We Don’t Talk about Rodney

Over the course of the last year (mostly focused during last summer and fall) I wrote a silly little script for a dinner theater murder mystery show called Lei’d to Rest: A Hula-dunit Murder Mystery, which, as you’re probably aware, we just wrapped up production on. It was fun. While I get a little anxious about anything I write, and even more anxious about anything I perform in, meaning that this was bound to involve me being a mess of nerves, it was incredibly exciting to watch an audience react live to not only something I’ve written, but something I am performing in, and have such an obviously great time with it.

But that’s actually not what I’m here to talk about. I’m here to talk about Rodney.

Who’s Rodney? Well, he’s a character I wrote for this show.

The writing process for these murder mysteries tends to be a bit different than most of my other writing, because it works a bit in reverse. You see, last spring, I got a message from the executive director of the theatre asking me if I was willing to write another script. To which I said, sure. And his response was, cool, can you give me a title in a month so I can get it on the list.

So, I made a title.

And then I started piddling away at the idea of the script, knowing nothing more at this point than it would be a murder at a luau, and that we had a title. Not that long after I had started, I got a message saying that he needed a synopsis for the show so it could get put into the season brochure. While I had loosely developed some concepts, I didn’t have that much to go on, so I quickly roughed out a basic idea of where the show would go and shipped off a little synopsis.

Which means at this point, I had a title and a synopsis, and a few character names to fill the synopsis with. And I now had to fill in the rest.

While I’m not going to pretend the writing for this type of show is anything special, because it’s primarily coming up with a bunch of jokes and then trying to find some way to weave the jokes together into a loose plot, this is such a weird place for me to start.

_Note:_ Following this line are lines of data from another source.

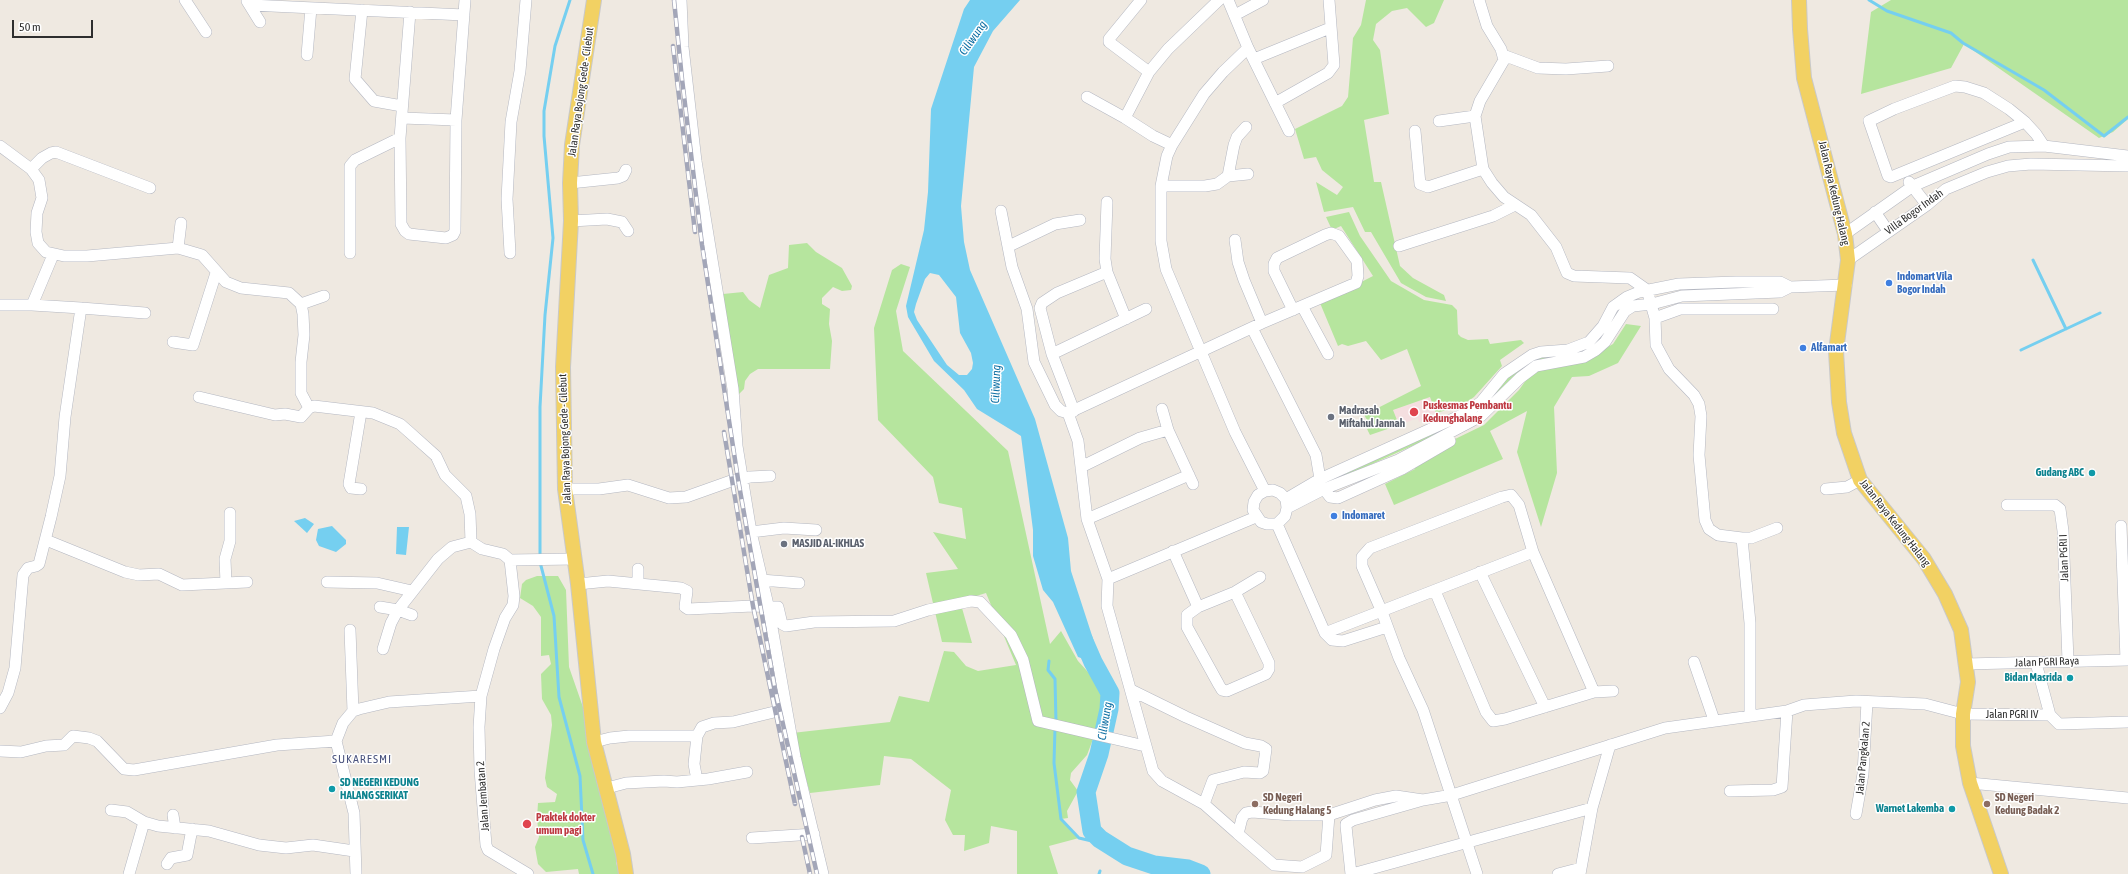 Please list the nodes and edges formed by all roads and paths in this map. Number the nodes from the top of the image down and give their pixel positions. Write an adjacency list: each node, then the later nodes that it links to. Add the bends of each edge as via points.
1 (185, 0): 21 (street)
2 (465, 0): 17 (street)
3 (526, 0): 73 (street, via 520,71 511,122 507,199)
4 (594, 0): 53 (main road, Jalan Raya Bojong Gede - Cilebut, via 578,96)
5 (680, 0): 108 (street, via 696,161 733,389 737,446)
6 (1141, 0): 27 (street, via 1109,42)
7 (1219, 0): 27 (street, via 1168,49)
8 (1228, 0): 18 (street)
9 (1264, 0): 18 (street)
10 (1329, 0): 20 (street)
11 (1479, 0): 24 (street, via 1487,26)
12 (1799, 0): 67 (main road, Jalan Raya Kedung Halang, via 1804,78)
13 (248, 2): 14 (street); 19 (street)
14 (311, 8): 15 (street); 23 (street)
15 (362, 10): 16 (street); 30 (street, via 355,79 374,100)
16 (410, 12): 17 (street); 30 (street)
17 (464, 15): 34 (street)
18 (1235, 15): 22 (street)
19 (260, 22)
20 (1330, 28): 25 (street); 29 (street, via 1334,65 1328,73)
21 (206, 32)
22 (1248, 48): 25 (street); 41 (street, via 1204,94)
23 (307, 55)
24 (1503, 55): 26 (street, via 1538,68); 31 (street, via 1502,64 1480,101)
25 (1254, 60): 29 (street)
26 (1608, 66)
27 (1149, 72): 33 (street)
28 (1087, 97): 33 (street)
29 (1275, 102): 38 (street)
30 (402, 106): 32 (street)
31 (1475, 116): 35 (street); 48 (street)
32 (402, 118): 34 (street); 40 (street)
33 (1125, 118): 41 (street)
34 (456, 120): 40 (street, via 455,232 450,237 409,234 403,228)
35 (1439, 121)
36 (2024, 122): 43 (street); 51 (street); 51 (street, via 1984,93 1965,87 1955,86 1894,109 1870,121 1888,176)
37 (1246, 127): 52 (street, via 1234,145)
38 (1288, 131)
39 (1415, 131): 48 (street, via 1420,184 1428,187)
40 (400, 138): 72 (street, via 355,160 350,166)
41 (1172, 145): 54 (street)
42 (0, 146): 47 (street)
43 (2044, 146): 45 (street, Villa Bogor Indah); 55 (street, Villa Bogor Indah, via 2023,145 1995,151)
44 (2128, 156): 45 (street, Villa Bogor Indah)
45 (2107, 159): 46 (street, Villa Bogor Indah); 59 (street, Villa Bogor Indah, via 2008,166 1946,189)
46 (2128, 166)
47 (31, 169): 56 (street, via 42,158 56,152); 74 (street, via 39,180 42,198 36,221 38,243 43,250)
48 (1483, 169): 58 (street, via 1504,197)
49 (626, 170): 53 (street, via 623,176 618,178)
50 (1248, 174): 52 (street)
51 (1903, 174): 55 (street)
52 (1228, 176): 54 (street, via 1216,184 1205,186)
53 (570, 183): 63 (main road, Jalan Raya Bojong Gede - Cilebut)
54 (1161, 186): 97 (street, via 1162,257)
55 (1913, 186): 59 (street); 61 (street, Villa Bogor Indah)
56 (150, 188)
57 (1107, 202): 76 (street)
58 (1515, 205): 70 (street, via 1492,216); 80 (street, via 1532,215 1547,234 1556,247 1567,273 1574,276 1630,278)
59 (1927, 205): 66 (street, Villa Bogor Indah)
60 (1002, 211): 69 (street)
61 (1875, 212): 66 (street); 67 (street, Villa Bogor Indah)
62 (1080, 220): 69 (street, via 1055,224)
63 (571, 221): 65 (street, via 607,219 622,222); 112 (main road, Jalan Raya Bojong Gede - Cilebut, via 563,367)
64 (181, 223): 71 (street)
65 (628, 231)
66 (1888, 232): 75 (street, Villa Bogor Indah)
67 (1845, 234): 75 (main road, Jalan Raya Kedung Halang)
68 (1235, 240): 93 (street, via 1238,262)
69 (1009, 246): 104 (street, via 1012,267 1027,309 1034,362 1055,405 1061,411)
70 (1399, 246)
71 (178, 248): 74 (street, via 114,254); 77 (street, via 202,255)
72 (350, 253)
73 (510, 253)
74 (52, 255): 85 (street)
75 (1848, 260): 78 (main road, Jalan Raya Kedung Halang)
76 (1107, 272): 92 (street); 98 (street, via 1042,303 1040,308)
77 (216, 273): 82 (street, via 226,282 241,288 289,294); 96 (street, via 193,345)
78 (1846, 285): 79 (street); 109 (main road, Jalan Raya Kedung Halang, via 1836,351 1839,402 1844,433)
79 (1790, 287): 80 (street, via 1780,282 1736,282 1679,284); 83 (street, via 1780,292 1682,296)
80 (1647, 290): 83 (street); 94 (street, via 1627,297 1614,307)
81 (324, 296): 82 (street)
82 (301, 304): 101 (street, via 304,327 301,393)
83 (1652, 304): 91 (street); 94 (street, via 1634,306)
84 (0, 305): 85 (street)
85 (32, 305): 86 (street)
86 (81, 308): 90 (street); 126 (street, via 66,410 60,476)
87 (1298, 308): 87 (street, via 1356,283 1357,261 1339,236 1331,233 1325,235 1277,258 1274,271); 93 (street); 99 (street)
88 (1146, 309): 92 (street)
89 (1773, 309): 91 (street, via 1680,309)
90 (145, 314)
91 (1656, 318): 125 (street, via 1656,345 1669,369 1694,395 1699,404 1699,456 1705,520 1709,529 1718,535)
92 (1126, 319): 98 (street)
93 (1262, 323): 95 (street)
94 (1608, 327): 110 (street, via 1589,342 1568,350 1541,352 1518,363 1504,374 1481,402 1466,413); 110 (street, via 1596,350 1584,357 1536,366 1484,413 1400,465)
95 (1252, 328): 97 (street); 110 (street, via 1316,455)
96 (173, 342)
97 (1202, 352): 104 (street); 114 (street, via 1235,432)
98 (1052, 354): 104 (street)
99 (1328, 354)
100 (199, 397): 101 (street, via 275,415 301,416)
101 (309, 408): 103 (street, via 314,406)
102 (1162, 409): 105 (street)
103 (361, 412): 111 (street, via 349,484 351,488); 127 (street, via 381,416 400,424 436,456 443,472 461,490 469,503)
104 (1071, 412): 106 (street)
105 (1168, 430): 106 (street, via 1140,438); 119 (street, via 1191,480)
106 (1081, 467): 119 (street)
107 (770, 476): 108 (street)
108 (743, 479): 112 (street, via 686,497 669,498 628,485 599,489); 124 (street)
109 (1860, 480): 113 (street, via 1847,487); 160 (main road, Jalan Raya Kedung Halang, via 1921,555 1938,582 1962,630)
110 (1322, 484): 115 (street)
111 (361, 489)
112 (565, 489): 130 (main road, Jalan Raya Bojong Gede - Cilebut)
113 (1826, 489)
114 (1265, 491): 115 (street, via 1273,490 1280,493); 118 (street, via 1258,495 1254,502 1253,510)
115 (1286, 504): 120 (street, via 1285,516)
116 (2007, 505): 157 (street, Jalan PGRI I, via 2055,506 2060,509)
117 (230, 513): 139 (street, via 230,541 225,559)
118 (1256, 517): 120 (street, via 1267,524); 128 (street)
119 (1087, 519): 135 (street)
120 (1277, 524): 154 (street)
121 (2121, 526): 156 (street)
122 (1777, 528): 125 (street, via 1751,538)
123 (816, 530): 124 (street, via 784,528)
124 (751, 532): 136 (street)
125 (1742, 538): 172 (street, via 1750,623)
126 (46, 540): 139 (street, via 133,574 154,573 179,583 194,585); 167 (street, via 39,564 28,568 23,575 15,668 8,693)
127 (471, 542): 131 (street, via 503,554); 143 (street, via 452,547 438,559)
128 (1174, 551): 135 (street); 148 (street)
129 (1533, 552): 133 (street); 150 (street, via 1519,505 1511,495 1502,496 1370,548 1362,557 1362,566); 163 (street)
130 (569, 559): 131 (street); 142 (main road, Jalan Raya Bojong Gede - Cilebut)
131 (510, 560): 164 (street, Jalan Jembatan 2, via 513,605 496,643)
132 (638, 569): 140 (street)
133 (1480, 572): 144 (street); 166 (street)
134 (1260, 578): 145 (street)
135 (1108, 579): 161 (street, via 1107,606)
136 (761, 580): 141 (street); 146 (street)
137 (247, 582): 139 (street)
138 (327, 582): 143 (street, via 377,583)
139 (226, 583)
140 (638, 583): 142 (street, via 608,581); 146 (street, via 681,588 687,591 686,607 692,610)
141 (799, 583)
142 (578, 584): 178 (main road, Jalan Raya Bojong Gede - Cilebut)
143 (412, 591): 149 (street)
144 (1435, 591): 150 (street); 166 (street, via 1492,721)
145 (1236, 592): 148 (street); 148 (street, via 1269,663 1269,669 1266,674 1234,689 1222,690 1187,627 1187,615)
146 (768, 605): 169 (street); 180 (street, via 778,607 782,624 786,626 814,622 894,621 928,610 971,601 980,602 1011,635 1023,660 1038,721)
147 (380, 607): 149 (street)
148 (1198, 607)
149 (398, 610): 151 (street); 155 (street)
150 (1382, 612): 152 (street); 154 (street)
151 (412, 615)
152 (1387, 628): 154 (street, via 1343,640 1332,640); 187 (street, via 1423,710)
153 (350, 630): 168 (street)
154 (1325, 633)
155 (383, 649)
156 (2127, 660): 157 (street, Jalan PGRI Raya)
157 (2068, 661): 159 (street, Jalan PGRI Raya)
158 (1694, 662): 174 (street)
159 (2036, 663): 160 (street, Jalan PGRI Raya); 173 (street)
160 (1966, 664): 171 (main road, Jalan Raya Kedung Halang, via 1968,682)
161 (1131, 690): 180 (street); 190 (street, via 1186,717 1266,750 1263,771 1244,772 1213,780)
162 (1613, 690): 163 (street)
163 (1594, 692): 166 (street)
164 (481, 696): 168 (street, via 389,702); 208 (street, Jalan Jembatan 2, via 479,727 486,845 497,857)
165 (1867, 702): 170 (street, Jalan PGRI IV, via 1804,705); 171 (street, Jalan PGRI IV, via 1925,704); 193 (street, Jalan Pangkalan 2, via 1863,774)
166 (1545, 707)
167 (0, 708)
168 (353, 710): 177 (street, via 343,722)
169 (786, 711): 176 (street, via 733,722 714,723 702,727); 199 (street)
170 (1787, 711): 172 (street, Jalan PGRI IV); 186 (street, via 1782,787 1773,790)
171 (1963, 714): 173 (street, Jalan PGRI IV); 184 (main road, Jalan Raya Kedung Halang, via 1963,746)
172 (1750, 715): 174 (street, Jalan PGRI IV)
173 (2050, 715): 175 (street, Jalan PGRI IV, via 2059,724)
174 (1714, 720): 179 (street, Jalan PGRI IV, via 1665,728)
175 (2128, 722)
176 (697, 736): 178 (street, via 629,736); 183 (street, via 694,764)
177 (336, 740): 181 (street, via 277,745 134,770 124,769 97,741 89,738 73,736 64,745 21,752); 203 (street, via 354,812)
178 (594, 742): 185 (main road, Jalan Raya Bojong Gede - Cilebut)
179 (1610, 745): 187 (street, Jalan PGRI IV); 191 (street)
180 (1145, 746): 190 (street, via 1149,764 1157,777)
181 (0, 751)
182 (747, 772): 183 (street)
183 (697, 780): 185 (street, via 626,783)
184 (1970, 783): 188 (street); 214 (main road, Jalan Raya Kedung Halang)
185 (607, 788): 209 (main road, Jalan Raya Bojong Gede - Cilebut)
186 (1730, 791)
187 (1452, 795): 189 (street, Jalan PGRI IV); 202 (street)
188 (2128, 798)
189 (1423, 800): 195 (street, via 1396,796); 211 (street, via 1346,824)
190 (1204, 804): 200 (street)
191 (1592, 808): 202 (street); 205 (street)
192 (111, 810): 196 (street, via 127,812)
193 (1856, 814)
194 (173, 815): 197 (street)
195 (1329, 815): 200 (street, via 1246,813); 200 (street, via 1326,855 1302,867 1274,864)
196 (144, 822): 197 (street); 206 (street)
197 (175, 828): 198 (street)
198 (192, 829): 203 (street, via 223,834 259,845 286,848 313,845); 204 (street, via 187,855 171,858)
199 (814, 834): 201 (street); 210 (street)
200 (1238, 834)
201 (752, 838)
202 (1468, 843): 211 (street); 212 (street)
203 (354, 851): 207 (street)
204 (167, 864)
205 (1580, 871): 213 (street)
206 (129, 874)
207 (356, 874)
208 (528, 874)
209 (626, 874)
210 (823, 874)
211 (1352, 874)
212 (1477, 874)
213 (1558, 874)
214 (2001, 874)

It also means that I find myself having such a loose connection with the script after I’ve finished writing it. It’s not something I pour nearly as much effort into as my books, it’s just a goofy thing I try to piece together in my off hours and hope comes out remotely amusing.

This also means that I don’t really get to know the characters all that well, which is kind of a big deal for me, because I believe one of my strongest assets as a write is my characterizations. Where I normally like to develop these multi-faceted fictional humans who have emotions and motivations, here I create very little more than cartoon characters who simply need to have enough reason to make the jokes I write for them.

So, when I was cast as Rodney (not my own decision, because I definitely wouldn’t choose a character who talks as much as Rodney does for myself), all I really knew about him from my position as writer, was that he was hyper obnoxious, because that was his entire purpose for existing.

However, over the past two months, as I had to actually become Rodney, I became more and more familiar with this character I had barely developed in the writing, and, well, I realized that Rodney is almost exactly who I wish I were as a person.

While he doesn’t pay the most attention to his wife (something which felt a little too close to home as I spent the past week in a hotel avoiding my sick wife while she stayed at home with the kids so I could finish our performances) and is quite possibly a murderer, he’s also this incredibly positive and confident human being that everyone loves. For real, he never once was voted as the murderer in the show because everyone loved him too much. I even had a couple of people after the show tell me how much they were in love with the character as a person.

I honestly felt amazing while I was Rodney. Here was this guy, wearing an absolutely embarrassing outfit, who would go from table to table, excited about everyone who had decided to come to the party. He was never embarrassed about the things he was excited about. He loved everyone and he loved everything. He was the most positive and confident person, and even if he was a little annoying, he didn’t care, and, from my experience this weekend, neither did anyone else. His excitement was infectious.

And coming out of playing Rodney, I found myself wanting to be that much more confident and positive of a person. I would finish a performance wanting to let everyone know how much I loved them.

It was a great feeling. Being Rodney made me feel better than I’ve felt in a long time.

But also, being Rodney is incredibly exhausting. I’m still tired two days later and could probably sleep for a week after jumping around and talking nonstop.

All the same, I think I’d rather find myself exhausted, but feeling that level of positivity, than being my normal tired and feeling like things are never going to be good. So, I’m setting myself up with a late New Year’s resolution.

I’m going to try to be more like Rodney.

Or at least, I’m going to try to allow myself to be a bit more confident. That would be nice, right?